Transient killer whales near Unimak Island, eastern Aleutian Islands, Alaska. (Photo by Wikipedia) Transient killer whales near Unimak Island, eastern Aleutian Islands, Alaska. (Photo by Wikipedia)
J-35 or Tahlequah, was a young orca mother who pushed the lifeless body of her newborn calf in front of her for 17 days

To researchers she is J-35. To the Native people of the Salish Sea she is Tahlequah, the young orca mother who pushed the lifeless body of her newborn calf in front of her for 17 days. The birth and death of the baby on July 24 coincided with this year’s Tribal Canoe Journey, the Paddle to Puyallup, and many took Tahlequah’s extended public grieving period as a sign to coastal Native people that their relatives from under the water were calling for help.

On September 13, just a month and a half after the baby’s death, another orca from the same pod was declared dead. J50, known as Scarlett, died of malnutrition. Another death earlier in the summer of a young male, Crewser, J-92, brings the number of Southern Resident Killer Whales in Puget Sound down to just 74.

On September 24, the Southern Resident Killer Whale Recovery and Task Force, formed last March by Gov. Jay Inslee, released a draft report with recommendations for addressing the issue. It focuses on restoring Chinook salmon populations, which are the Southern Resident Killer Whales’ main food source, reducing the noise impacts of vessels and reducing pollution.

The flurry of publicity generated by Tahlequah and her baby and the deaths of Crewser and Scarlett have moved many tribes in the Northwest to action. The Lummi attempted to feed salmon to the ailing Scarlett in August without success.

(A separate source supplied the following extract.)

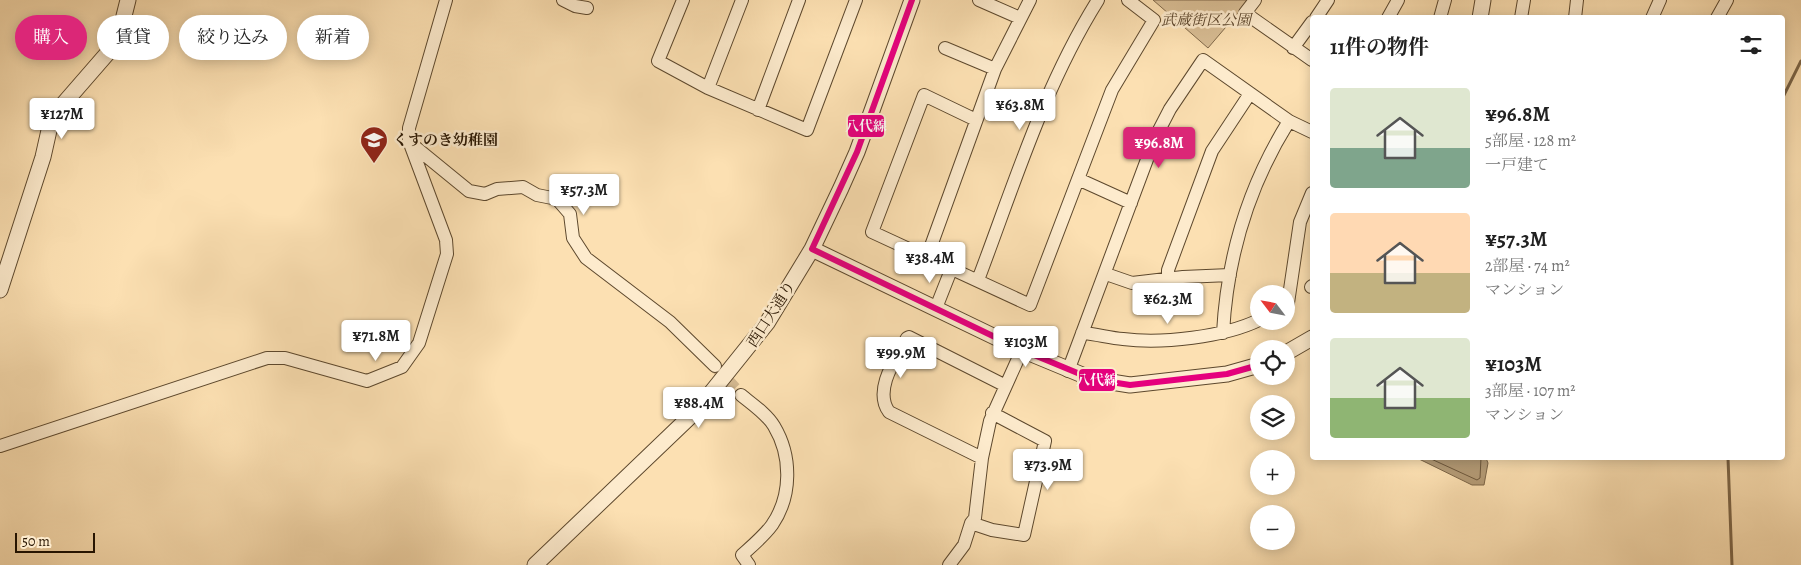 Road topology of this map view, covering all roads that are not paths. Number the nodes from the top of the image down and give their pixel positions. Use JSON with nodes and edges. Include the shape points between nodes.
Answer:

Rallies and prayer ceremonies honoring the orcas who died have been held by tribes and environmental groups from all over Puget Sound. Also, Gov. Inslee’s task force includes representatives of the Makah, Colville, Squaxin Island, Suquamish, Skokomish, Lummi, Spokane, Port Gamble S’Klallam and Samish tribes.

Although the causes of the orca deaths are complex and multifaceted, the Native people of Puget Sound, part of the Salish Sea, know what the main problem is. The orcas need food.

Save the Orcas, Shoot a Sea Lion

Most orcas eat a variety of prey, from small fish to seals, dolphins and even birds. But the orcas of Puget Sound, the Southern Resident Killer Whales, eat only chinook salmon. This unique aspect of the whales puts them at greater risk of extinction due to the ever decreasing size of yearly salmon runs in Puget Sound.

Urban growth, deforestation, industrial waste and runoff, hydroelectric dams and impassable culverts cause salmon runs to decrease every year. But one additional cause rarely talked about is the rise of the seal and sea lion populations.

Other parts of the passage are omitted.